** Opening Data provided block **

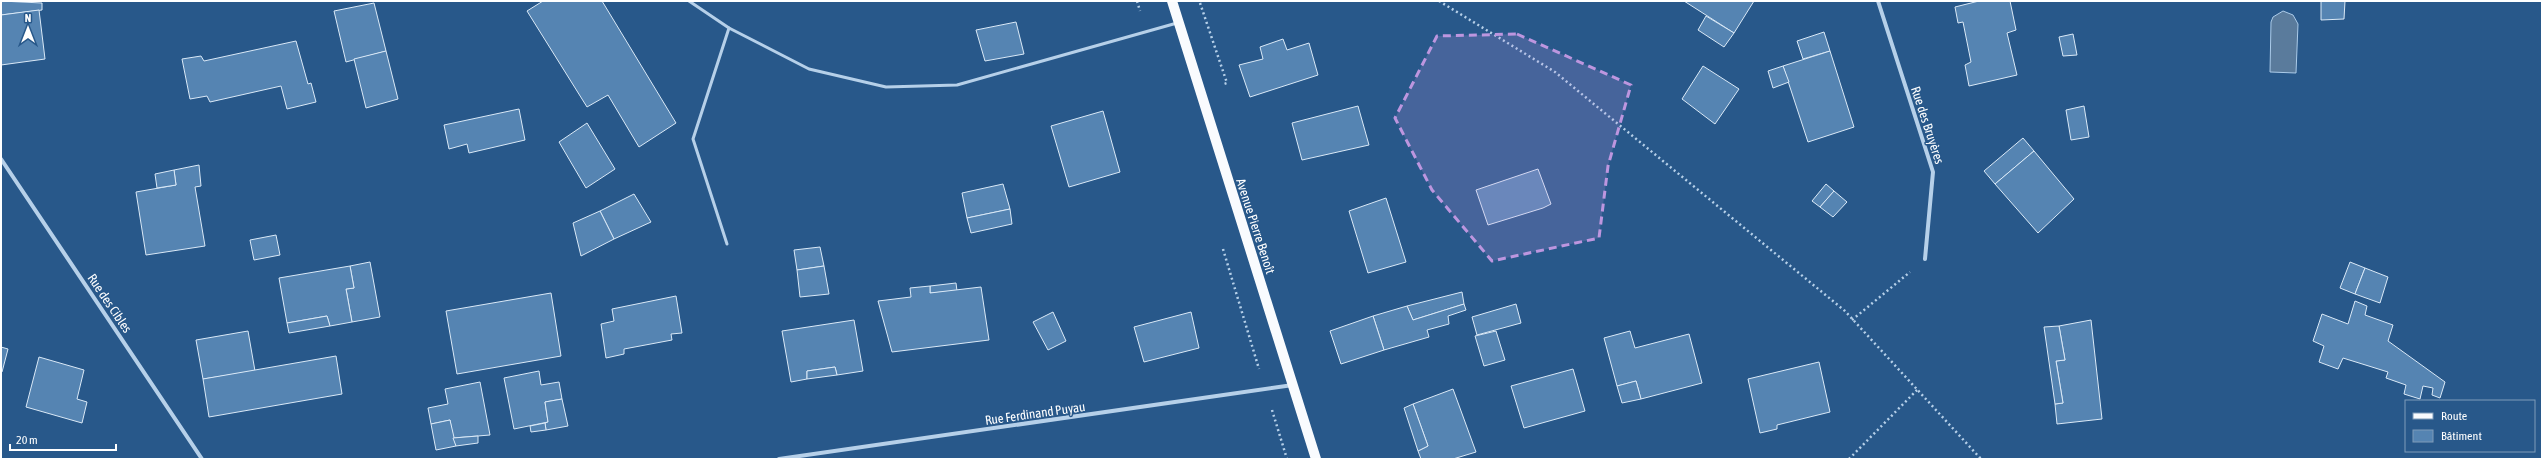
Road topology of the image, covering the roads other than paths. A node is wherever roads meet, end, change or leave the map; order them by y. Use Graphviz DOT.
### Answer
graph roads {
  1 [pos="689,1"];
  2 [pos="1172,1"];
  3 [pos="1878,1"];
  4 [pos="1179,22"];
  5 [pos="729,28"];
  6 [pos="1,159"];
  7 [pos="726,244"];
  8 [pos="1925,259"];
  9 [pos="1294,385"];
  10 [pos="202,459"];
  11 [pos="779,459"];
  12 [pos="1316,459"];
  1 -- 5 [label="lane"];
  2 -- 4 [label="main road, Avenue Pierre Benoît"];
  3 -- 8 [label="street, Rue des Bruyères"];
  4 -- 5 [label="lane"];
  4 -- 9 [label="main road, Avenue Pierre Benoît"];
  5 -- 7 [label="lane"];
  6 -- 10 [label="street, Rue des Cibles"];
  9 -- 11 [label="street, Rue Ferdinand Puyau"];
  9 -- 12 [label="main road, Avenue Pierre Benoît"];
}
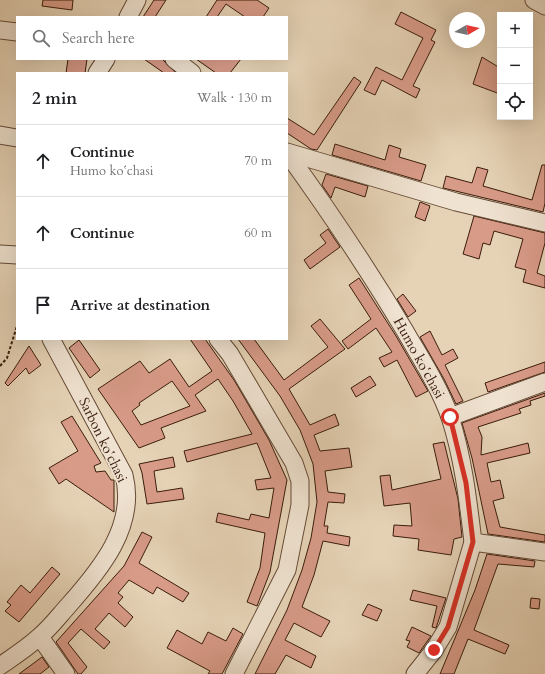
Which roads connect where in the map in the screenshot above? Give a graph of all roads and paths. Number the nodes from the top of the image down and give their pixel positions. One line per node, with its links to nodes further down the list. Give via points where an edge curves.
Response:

** Closing Data provided block **

◆ **How to complete this task**
Set every entry down again word for word, but not the pictures.

◆ **Problem solution**
Road topology of the image, covering the roads other than paths. A node is wherever roads meet, end, change or leave the map; order them by y. Use Graphviz DOT.
### Answer
graph roads {
  1 [pos="689,1"];
  2 [pos="1172,1"];
  3 [pos="1878,1"];
  4 [pos="1179,22"];
  5 [pos="729,28"];
  6 [pos="1,159"];
  7 [pos="726,244"];
  8 [pos="1925,259"];
  9 [pos="1294,385"];
  10 [pos="202,459"];
  11 [pos="779,459"];
  12 [pos="1316,459"];
  1 -- 5 [label="lane"];
  2 -- 4 [label="main road, Avenue Pierre Benoît"];
  3 -- 8 [label="street, Rue des Bruyères"];
  4 -- 5 [label="lane"];
  4 -- 9 [label="main road, Avenue Pierre Benoît"];
  5 -- 7 [label="lane"];
  6 -- 10 [label="street, Rue des Cibles"];
  9 -- 11 [label="street, Rue Ferdinand Puyau"];
  9 -- 12 [label="main road, Avenue Pierre Benoît"];
}
Which roads connect where in the map in the screenshot above? Give a graph of all roads and paths. Number the nodes from the top of the image down and give their pixel positions. One line per node, with its links to nodes further down the list. Give via points where an edge curves.
Response:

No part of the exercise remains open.